**TASK REQUIREMENTS**
Going down the data below, set down exactly the line with "ring pip: (368, 247)" and each line after it through the line with "middle tip: (871, 365)"; no other lines.

**AVAILABLE DATA**
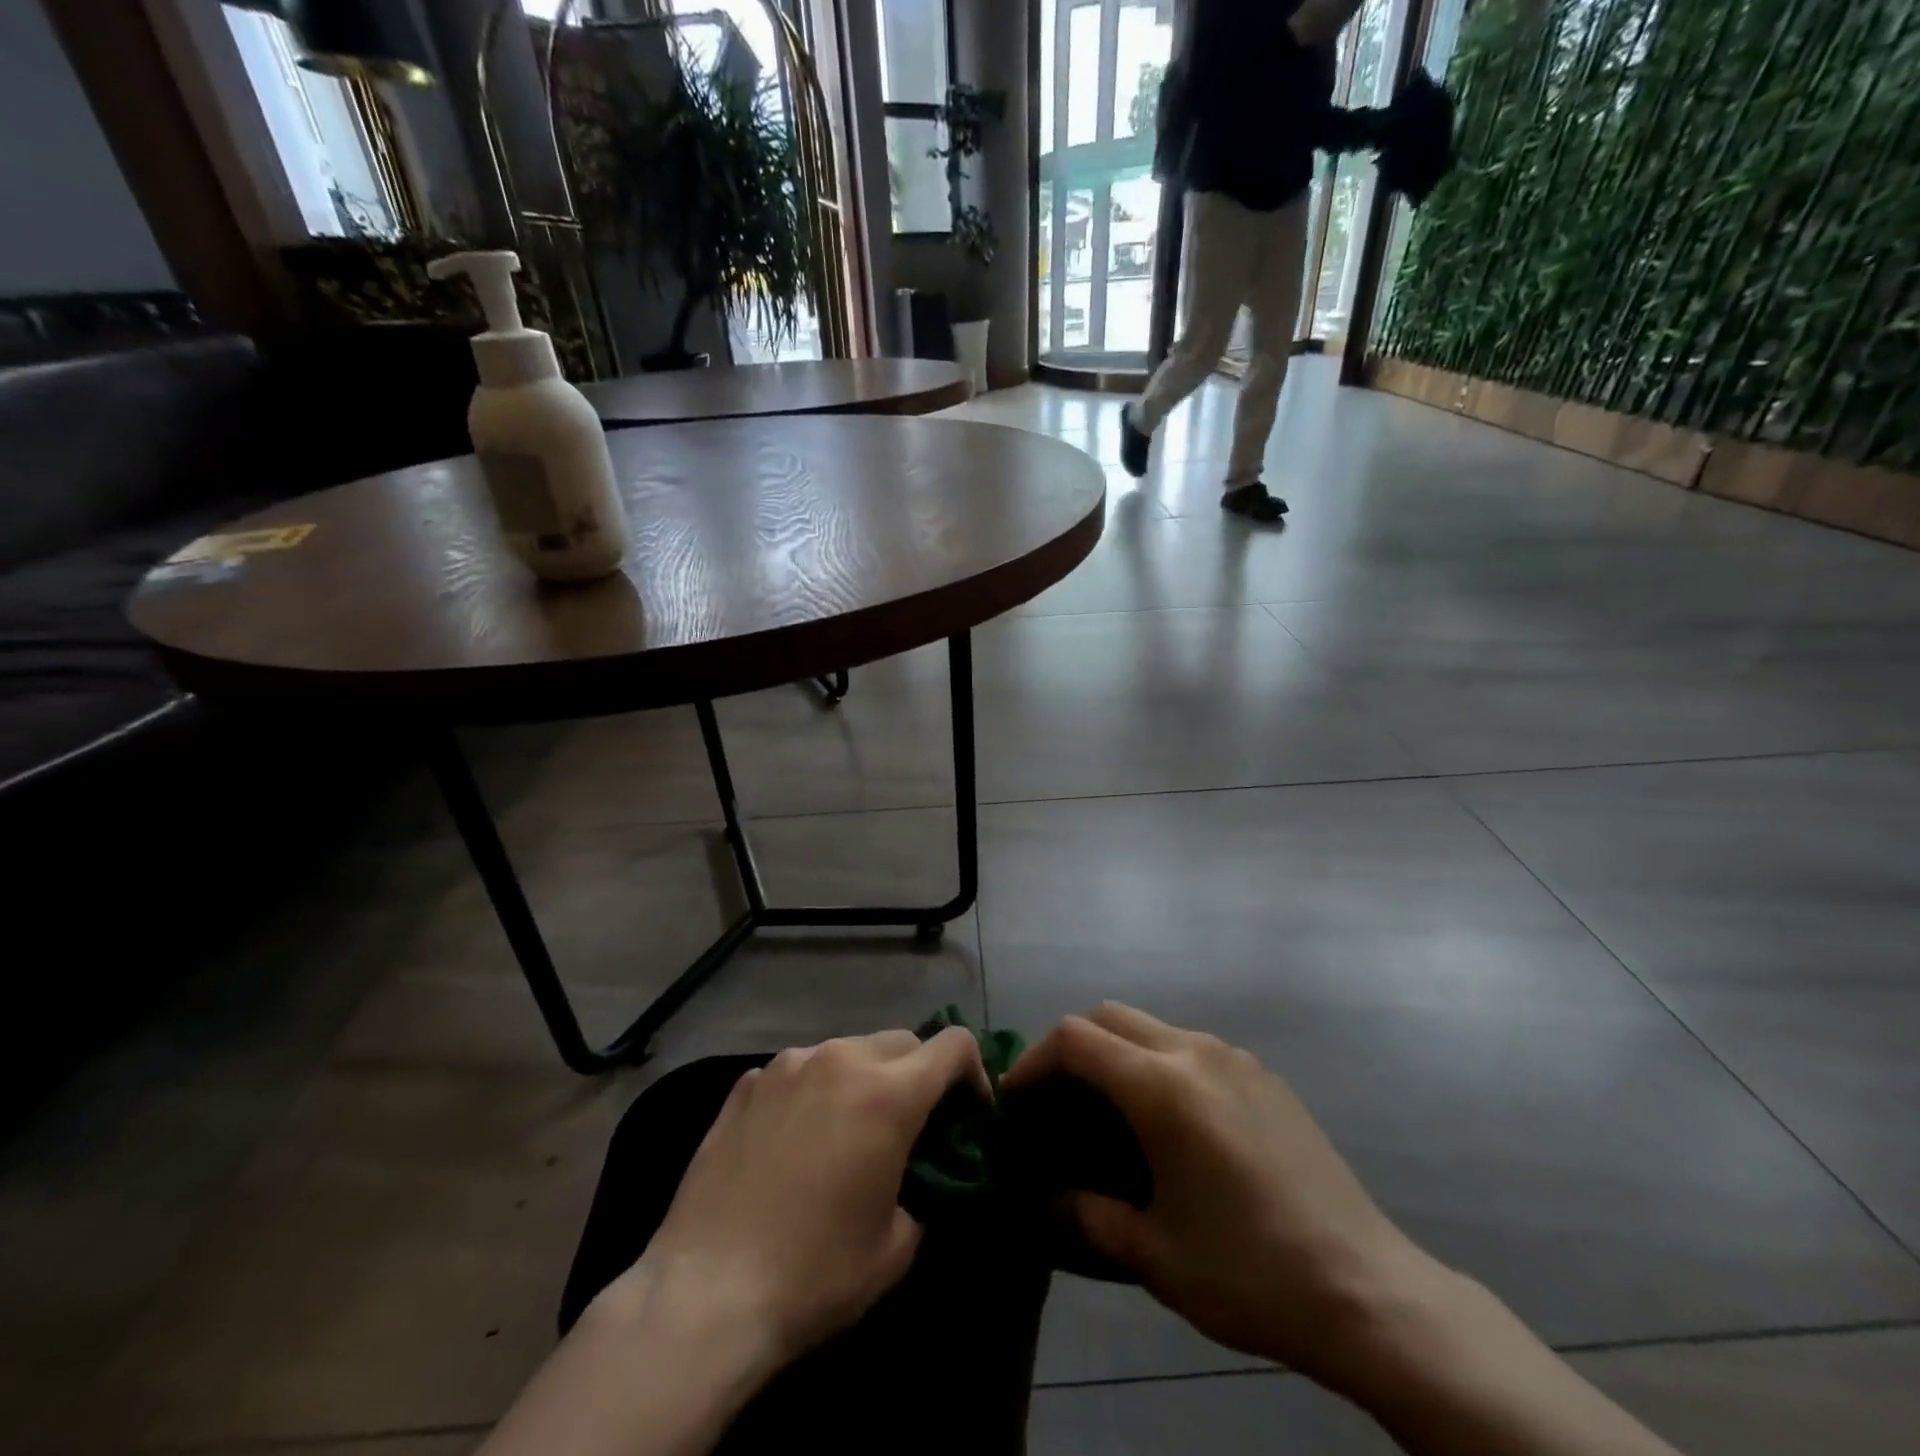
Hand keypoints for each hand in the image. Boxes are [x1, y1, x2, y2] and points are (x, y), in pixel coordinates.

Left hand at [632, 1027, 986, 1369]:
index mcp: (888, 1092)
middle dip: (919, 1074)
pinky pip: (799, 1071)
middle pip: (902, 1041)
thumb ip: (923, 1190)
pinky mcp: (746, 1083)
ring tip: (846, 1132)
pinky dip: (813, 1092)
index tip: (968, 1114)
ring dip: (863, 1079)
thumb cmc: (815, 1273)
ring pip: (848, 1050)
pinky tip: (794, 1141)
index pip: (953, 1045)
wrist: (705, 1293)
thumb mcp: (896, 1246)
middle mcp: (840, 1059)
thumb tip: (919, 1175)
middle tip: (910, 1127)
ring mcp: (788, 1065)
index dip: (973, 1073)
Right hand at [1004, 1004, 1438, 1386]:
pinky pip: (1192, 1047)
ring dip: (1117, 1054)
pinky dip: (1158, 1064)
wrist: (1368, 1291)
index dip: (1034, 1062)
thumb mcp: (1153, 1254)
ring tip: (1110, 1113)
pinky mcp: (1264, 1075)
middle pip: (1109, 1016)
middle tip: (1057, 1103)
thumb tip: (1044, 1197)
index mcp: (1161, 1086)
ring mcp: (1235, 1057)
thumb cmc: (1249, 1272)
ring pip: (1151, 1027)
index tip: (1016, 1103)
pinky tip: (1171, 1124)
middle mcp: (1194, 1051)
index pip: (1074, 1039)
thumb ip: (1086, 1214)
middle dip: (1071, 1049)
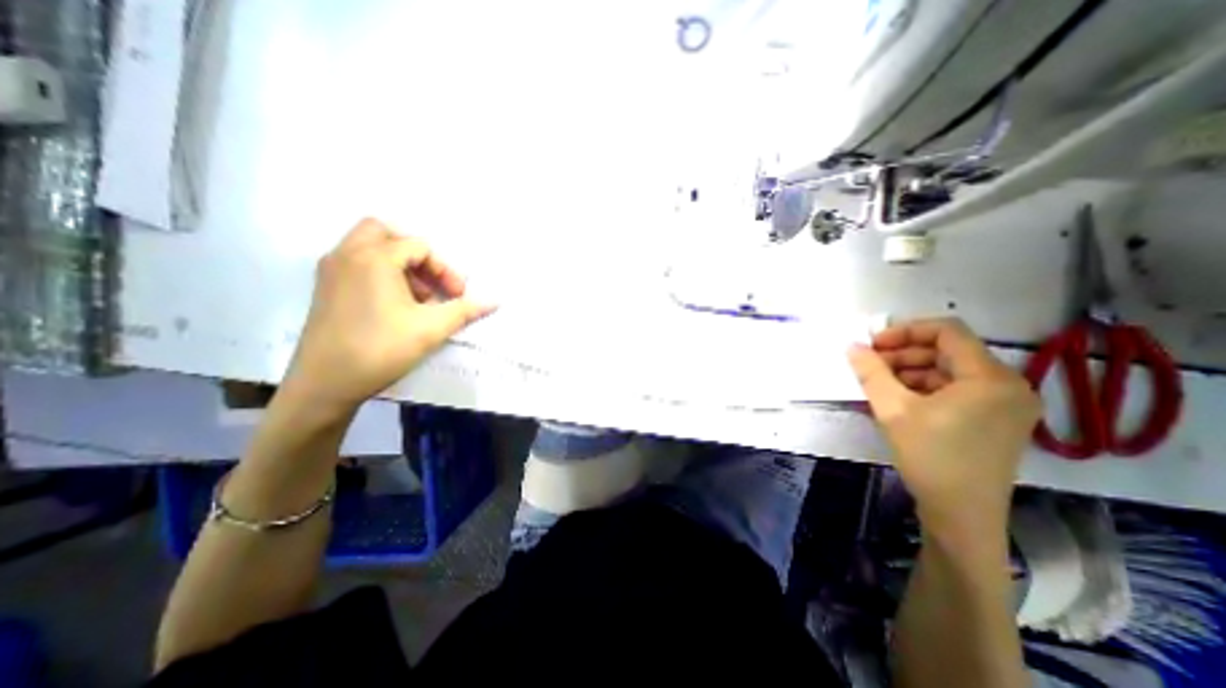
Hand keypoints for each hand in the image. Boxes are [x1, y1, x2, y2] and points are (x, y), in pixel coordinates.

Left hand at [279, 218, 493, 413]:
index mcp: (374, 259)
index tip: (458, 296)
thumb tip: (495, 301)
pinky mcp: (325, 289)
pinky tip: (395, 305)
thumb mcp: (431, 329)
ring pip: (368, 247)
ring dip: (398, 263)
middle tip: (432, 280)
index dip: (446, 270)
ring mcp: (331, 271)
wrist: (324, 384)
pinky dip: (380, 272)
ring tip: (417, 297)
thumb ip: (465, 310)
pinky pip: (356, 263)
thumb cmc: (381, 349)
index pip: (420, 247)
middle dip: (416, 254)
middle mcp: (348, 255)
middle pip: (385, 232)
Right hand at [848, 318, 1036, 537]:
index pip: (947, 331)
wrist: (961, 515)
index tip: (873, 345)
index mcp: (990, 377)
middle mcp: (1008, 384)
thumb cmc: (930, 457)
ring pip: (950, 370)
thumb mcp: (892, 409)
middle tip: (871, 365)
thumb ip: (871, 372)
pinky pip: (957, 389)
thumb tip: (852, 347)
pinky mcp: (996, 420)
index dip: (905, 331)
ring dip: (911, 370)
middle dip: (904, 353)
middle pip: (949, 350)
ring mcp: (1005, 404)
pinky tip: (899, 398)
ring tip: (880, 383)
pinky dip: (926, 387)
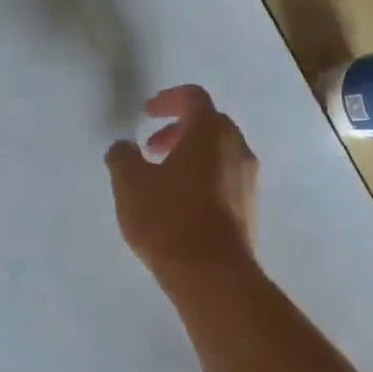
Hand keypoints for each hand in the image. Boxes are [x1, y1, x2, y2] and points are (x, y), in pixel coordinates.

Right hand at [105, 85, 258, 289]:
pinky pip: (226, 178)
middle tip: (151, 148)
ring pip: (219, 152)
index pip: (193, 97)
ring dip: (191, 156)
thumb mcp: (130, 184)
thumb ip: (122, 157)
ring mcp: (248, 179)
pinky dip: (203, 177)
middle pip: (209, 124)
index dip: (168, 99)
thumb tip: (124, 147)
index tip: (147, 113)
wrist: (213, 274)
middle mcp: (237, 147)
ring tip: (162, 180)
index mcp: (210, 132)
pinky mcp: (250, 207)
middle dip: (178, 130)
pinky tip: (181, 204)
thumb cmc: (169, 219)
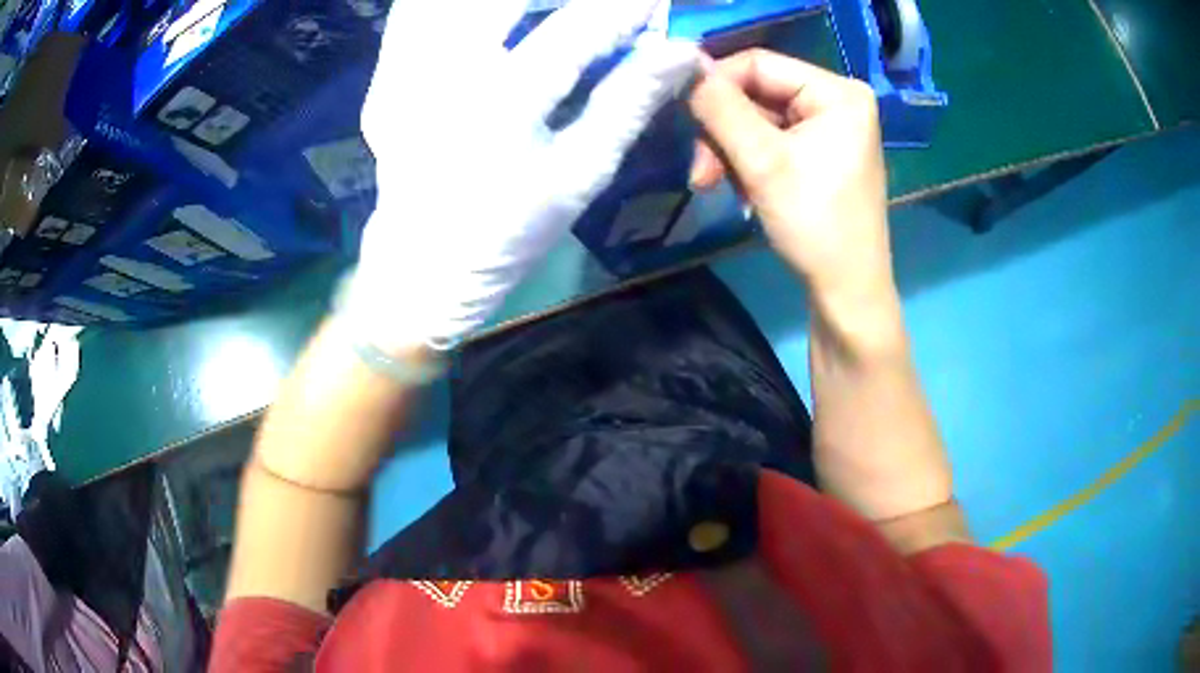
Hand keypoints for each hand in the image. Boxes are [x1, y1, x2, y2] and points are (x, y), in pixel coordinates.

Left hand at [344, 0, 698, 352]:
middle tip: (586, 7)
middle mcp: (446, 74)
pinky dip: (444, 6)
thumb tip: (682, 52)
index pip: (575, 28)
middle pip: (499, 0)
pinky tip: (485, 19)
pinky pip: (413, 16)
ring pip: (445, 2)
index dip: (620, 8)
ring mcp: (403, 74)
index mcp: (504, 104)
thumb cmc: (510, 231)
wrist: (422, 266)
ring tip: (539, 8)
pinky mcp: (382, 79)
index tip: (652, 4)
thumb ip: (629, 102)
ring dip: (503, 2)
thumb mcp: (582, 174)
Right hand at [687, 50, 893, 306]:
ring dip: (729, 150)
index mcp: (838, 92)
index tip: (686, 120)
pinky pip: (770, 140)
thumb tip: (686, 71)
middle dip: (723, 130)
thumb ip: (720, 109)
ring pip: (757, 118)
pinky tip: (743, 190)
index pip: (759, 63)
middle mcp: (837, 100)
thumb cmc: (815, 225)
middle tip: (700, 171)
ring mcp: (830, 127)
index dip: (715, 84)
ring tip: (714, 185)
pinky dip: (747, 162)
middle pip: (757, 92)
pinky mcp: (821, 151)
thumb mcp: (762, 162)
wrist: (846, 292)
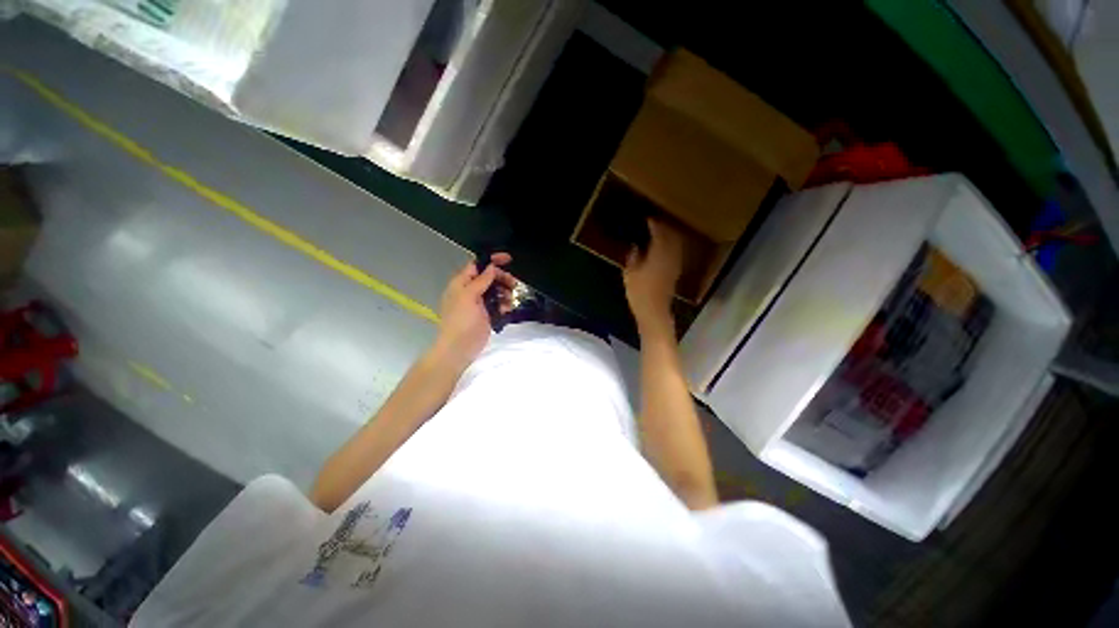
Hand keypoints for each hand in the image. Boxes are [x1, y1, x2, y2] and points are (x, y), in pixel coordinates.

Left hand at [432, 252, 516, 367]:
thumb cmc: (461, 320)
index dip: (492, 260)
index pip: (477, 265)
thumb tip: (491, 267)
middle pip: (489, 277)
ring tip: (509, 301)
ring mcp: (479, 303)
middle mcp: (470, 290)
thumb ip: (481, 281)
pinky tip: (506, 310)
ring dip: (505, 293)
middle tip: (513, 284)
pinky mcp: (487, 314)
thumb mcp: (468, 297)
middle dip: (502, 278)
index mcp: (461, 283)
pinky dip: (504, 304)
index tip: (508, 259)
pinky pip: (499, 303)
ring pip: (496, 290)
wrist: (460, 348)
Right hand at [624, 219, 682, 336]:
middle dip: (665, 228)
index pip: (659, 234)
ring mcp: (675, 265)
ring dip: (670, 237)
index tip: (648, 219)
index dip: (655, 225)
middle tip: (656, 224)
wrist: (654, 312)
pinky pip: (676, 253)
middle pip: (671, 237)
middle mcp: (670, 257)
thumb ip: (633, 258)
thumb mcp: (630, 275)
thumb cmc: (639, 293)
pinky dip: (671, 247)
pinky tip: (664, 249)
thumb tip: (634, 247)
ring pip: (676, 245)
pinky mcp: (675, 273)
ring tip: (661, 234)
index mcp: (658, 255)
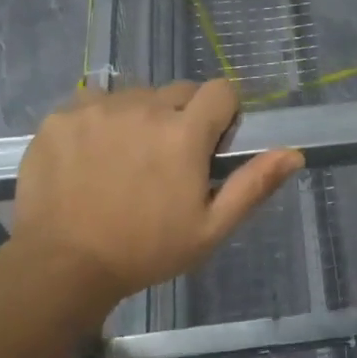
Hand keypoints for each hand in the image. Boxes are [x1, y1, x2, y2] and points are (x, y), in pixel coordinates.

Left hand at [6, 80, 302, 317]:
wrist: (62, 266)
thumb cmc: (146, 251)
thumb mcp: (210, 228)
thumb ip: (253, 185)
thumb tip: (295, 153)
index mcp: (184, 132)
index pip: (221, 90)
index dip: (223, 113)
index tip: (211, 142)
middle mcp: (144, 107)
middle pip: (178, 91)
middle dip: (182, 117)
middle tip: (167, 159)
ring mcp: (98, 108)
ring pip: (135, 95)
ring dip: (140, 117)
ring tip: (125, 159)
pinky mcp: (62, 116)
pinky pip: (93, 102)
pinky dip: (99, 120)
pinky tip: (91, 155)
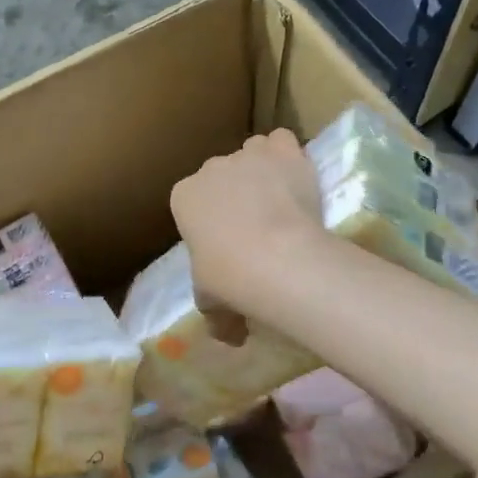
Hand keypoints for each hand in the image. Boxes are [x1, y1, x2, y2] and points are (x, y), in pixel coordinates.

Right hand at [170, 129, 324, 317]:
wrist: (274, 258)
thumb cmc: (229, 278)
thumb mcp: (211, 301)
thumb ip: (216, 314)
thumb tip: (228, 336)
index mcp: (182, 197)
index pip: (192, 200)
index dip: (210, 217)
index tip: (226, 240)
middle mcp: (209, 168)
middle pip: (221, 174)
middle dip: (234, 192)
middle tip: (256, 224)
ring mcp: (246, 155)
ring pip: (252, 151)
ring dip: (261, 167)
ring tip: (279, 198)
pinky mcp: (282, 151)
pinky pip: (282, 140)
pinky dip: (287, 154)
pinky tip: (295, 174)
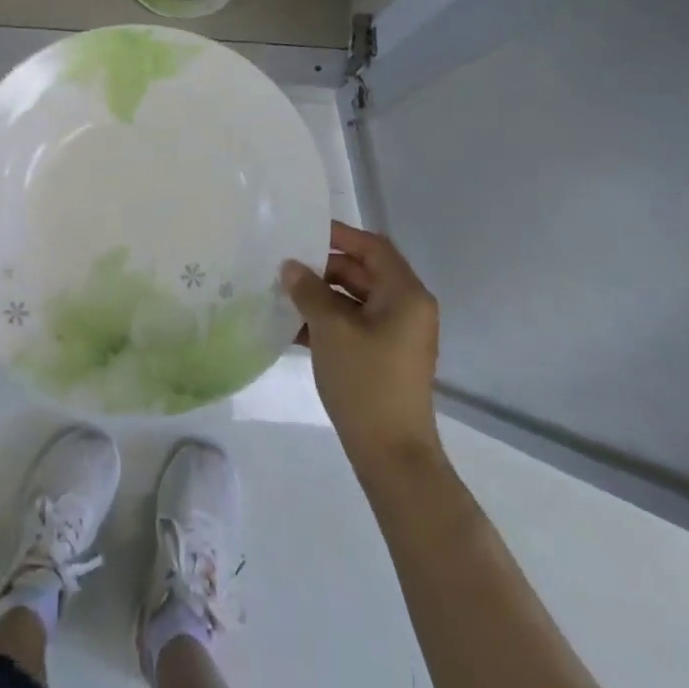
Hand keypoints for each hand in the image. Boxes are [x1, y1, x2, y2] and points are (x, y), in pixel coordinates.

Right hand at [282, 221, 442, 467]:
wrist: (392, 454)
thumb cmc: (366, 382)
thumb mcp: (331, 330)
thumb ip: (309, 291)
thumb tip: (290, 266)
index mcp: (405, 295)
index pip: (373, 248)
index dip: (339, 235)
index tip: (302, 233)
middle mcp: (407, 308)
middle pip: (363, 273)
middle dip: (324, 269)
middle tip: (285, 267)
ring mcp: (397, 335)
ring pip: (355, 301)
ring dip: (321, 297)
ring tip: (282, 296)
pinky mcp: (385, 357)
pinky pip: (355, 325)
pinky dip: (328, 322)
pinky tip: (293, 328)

**EXERCISE OUTPUT**
ring pip: (368, 247)
ring dip: (398, 263)
middle tip: (432, 280)
index dip: (446, 270)
ring mcp: (331, 271)
wrist: (324, 384)
pinky dip: (380, 272)
ring tip: (417, 297)
thumb ip: (465, 310)
pinky pip: (356, 263)
thumb cmc: (381, 349)
index pip: (420, 247)
middle dip: (416, 254)
middle mcp: (348, 255)
middle pip: (385, 232)
Right hand at [848, 318, 1036, 537]:
index pip: (947, 331)
wrist: (961, 515)
index tip: (873, 345)
index mcp: (990, 377)
middle mcp: (1008, 384)
thumb cmc: (930, 457)
ring pip: (950, 370)
thumb mcp: (892, 409)
middle tip: (871, 365)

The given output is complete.